Tempelhof is an airport in the south of Berlin with a very long history, some good and some bad. It was built during by the Nazis prior to World War II and was built in the impressively terrifying monumental style of that regime. The building itself is more than a half mile wide between it's "arms", which dwarfs anything in the area. It is well preserved and gives a sense of the architecture of the time, which makes it worth a building if for nothing else than to reflect over would have been. In many ways, I wonder how something so obviously from that era could survive the process of denazification that occurred after the war...

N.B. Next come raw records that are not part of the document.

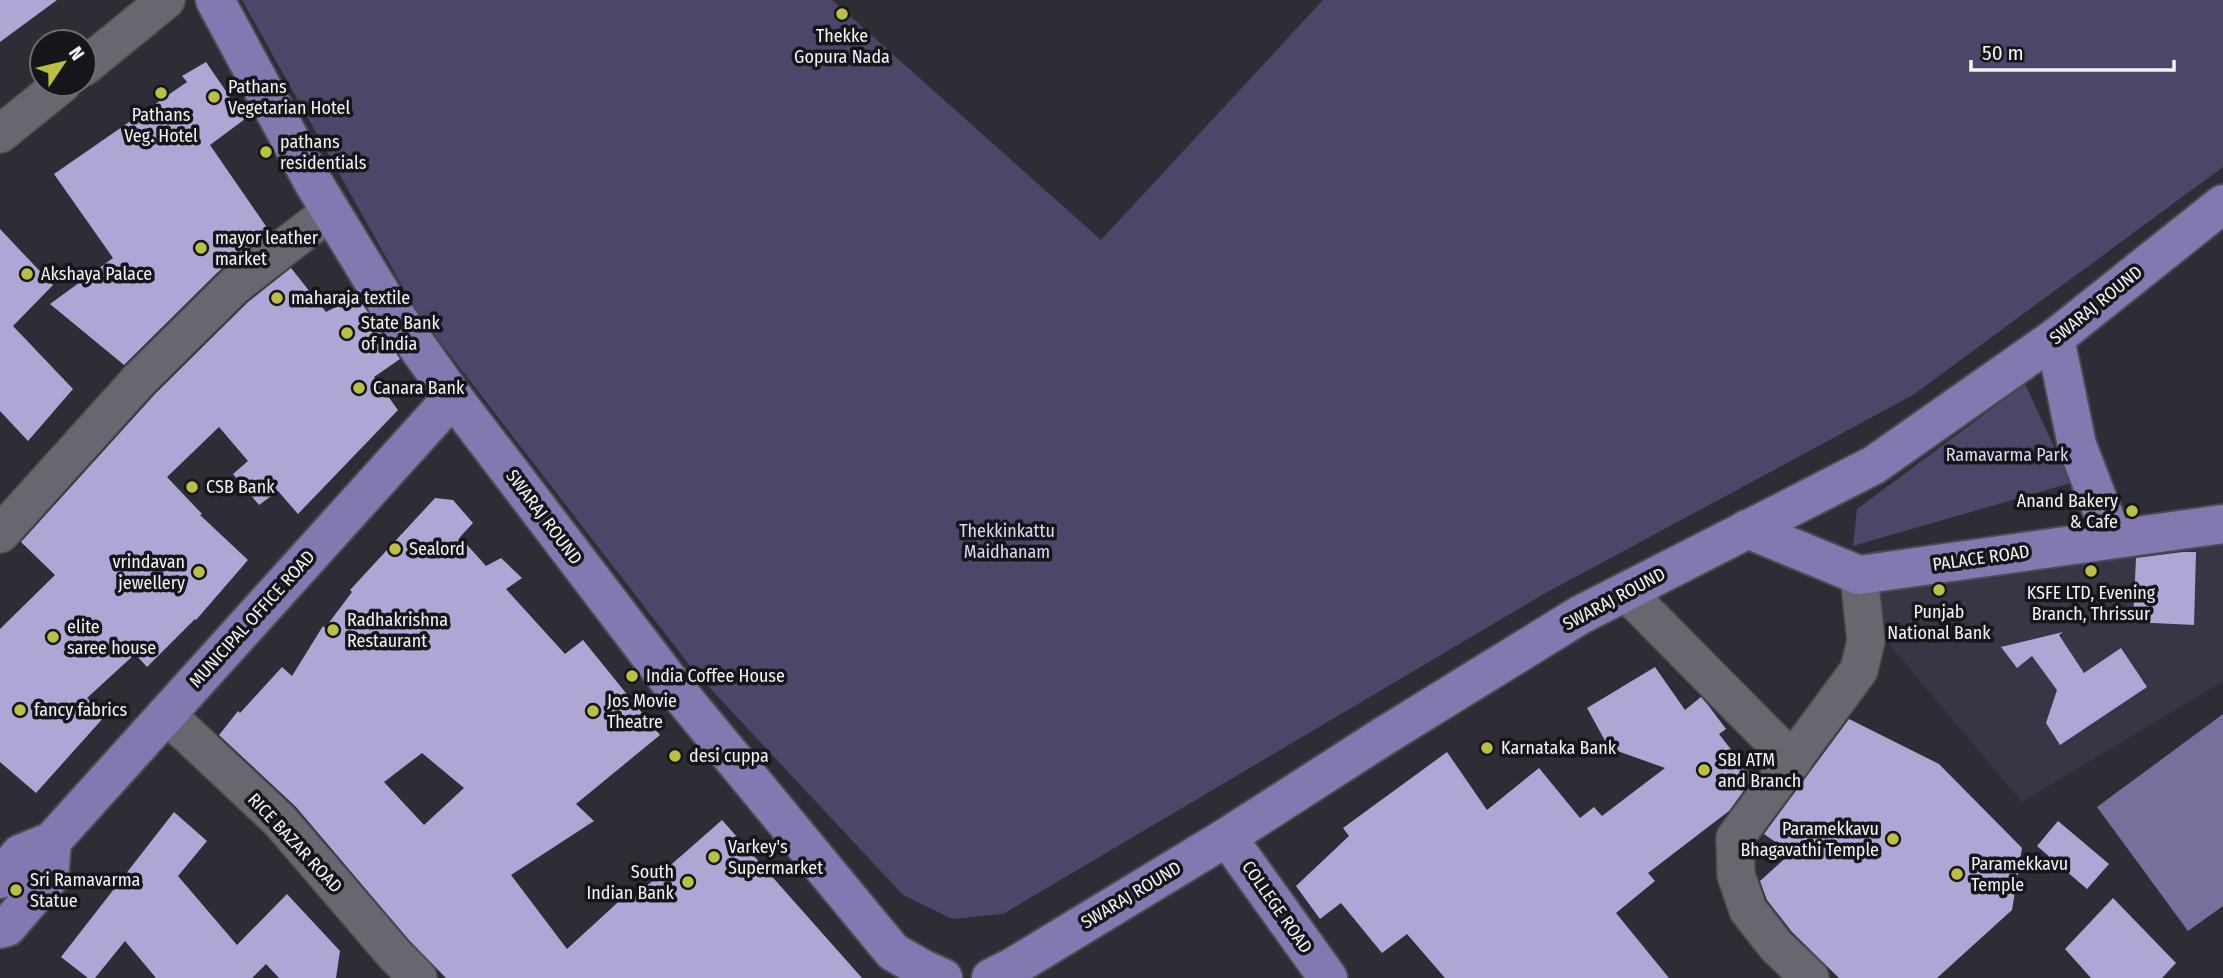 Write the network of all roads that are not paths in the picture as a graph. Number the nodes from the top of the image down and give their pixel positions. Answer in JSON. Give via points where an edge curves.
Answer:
{"nodes":[{"id":1,"x":166,"y":0,"type":"edge"},
{"id":2,"x":215,"y":0,"type":"edge"},
{"id":3,"x":98,"y":55,"type":"edge"},
{"id":4,"x":45,"y":98,"type":"edge"},
{"id":5,"x":0,"y":134,"type":"edge"},
{"id":6,"x":2223,"y":204,"type":"edge"},
{"id":7,"x":331,"y":211,"type":"junction"},
{"id":8,"x":2055,"y":338,"type":"junction"},
{"id":9,"x":453,"y":397,"type":"junction"},
{"id":10,"x":2223,"y":524,"type":"edge"},
{"id":11,"x":1747,"y":529,"type":"junction"},
{"id":12,"x":0,"y":534,"type":"edge"},
{"id":13,"x":2113,"y":539,"type":"junction"},
{"id":14,"x":1859,"y":575,"type":"junction"},
{"id":15,"x":1626,"y":592,"type":"junction"},
{"id":16,"x":166,"y":714,"type":"junction"},
{"id":17,"x":1793,"y":761,"type":"junction"},
{"id":18,"x":1227,"y":837,"type":"junction"},
{"id":19,"x":52,"y":841,"type":"junction"},
{"id":20,"x":0,"y":878,"type":"edge"},
{"id":21,"x":0,"y":929,"type":"edge"},
{"id":22,"x":409,"y":975,"type":"edge"},
{"id":23,"x":943,"y":978,"type":"edge"},
{"id":24,"x":991,"y":978,"type":"edge"},
{"id":25,"x":1328,"y":978,"type":"edge"},
{"id":26,"x":1810,"y":978,"type":"edge"}],
"edges":[{"from":1,"to":3,"type":"street"},
{"from":2,"to":7,"type":"main road","name":"SWARAJ ROUND"},
{"from":4,"to":5,"type":"street"},
{"from":6,"to":8,"type":"main road","name":"SWARAJ ROUND"},
{"from":7,"to":9,"type":"main road","name":"SWARAJ ROUND","via":[[388,305]]},
{"from":7,"to":12,"type":"street","via":[[234,286],[140,379]]},
{"from":8,"to":11,"type":"main road","name":"SWARAJ ROUND","via":[[1874,465]]},
{"from":8,"to":13,"type":"main road","via":[[2077,445]]},
{"from":9,"to":16,"type":"main road","name":"MUNICIPAL OFFICE ROAD"},
{"from":9,"to":23,"type":"main road","name":"SWARAJ ROUND","via":[[670,682],[893,952]]},
{"from":10,"to":13,"type":"main road","name":"PALACE ROAD"},
{"from":11,"to":14,"type":"main road"},
{"from":11,"to":15,"type":"main road","name":"SWARAJ ROUND"},
{"from":13,"to":14,"type":"main road","name":"PALACE ROAD"},
{"from":14,"to":17,"type":"street","via":[[1866,642],[1858,670]]},
{"from":15,"to":17,"type":"street"},
{"from":15,"to":18,"type":"main road","name":"SWARAJ ROUND","via":[[1545,637]]},
{"from":16,"to":19,"type":"main road","name":"MUNICIPAL OFFICE ROAD"},
{"from":16,"to":22,"type":"street","name":"RICE BAZAR ROAD","via":[[280,821]]},
{"from":17,"to":26,"type":"street","via":[[1735,838],[1736,875],[1748,910],[1776,946]]},
{"from":18,"to":24,"type":"main road","name":"SWARAJ ROUND"},
{"from":18,"to":25,"type":"main road","name":"COLLEGE ROAD"},
{"from":19,"to":20,"type":"main road","name":"MUNICIPAL OFFICE ROAD","via":[[20,854]]},
{"from":19,"to":21,"type":"main road","via":[[49,878],[7,927]]}]}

Tempelhof on a West Berlin Stamp |
...but part of that answer is the role that it played after the Nazi regime fell. When the soviets blockaded West Berlin dooming the residents there to starvation or conversion to communism, Tempelhof became the terminus for the western allies' "air bridge", one of the most impressive feats of aviation. This "bridge" brought in supplies enough to prevent the millions of people living in the area from falling to that fate. The planes bringing in supplies became known as "raisin bombers" by the German kids because pilots would drop candy for them on their final approach.
Today, the airport is no longer in operation. It closed in 2008 and today the airfields and their grounds have been opened to the public. Instead of planes flying overhead, kites fill the sky. Instead of planes running the length of the airstrip, it's kids and parents on bikes. There are sports facilities here for just about everything, including even a baseball field left over from the Americans. Of course, like most parks, there's also a beer garden if that's more for your liking.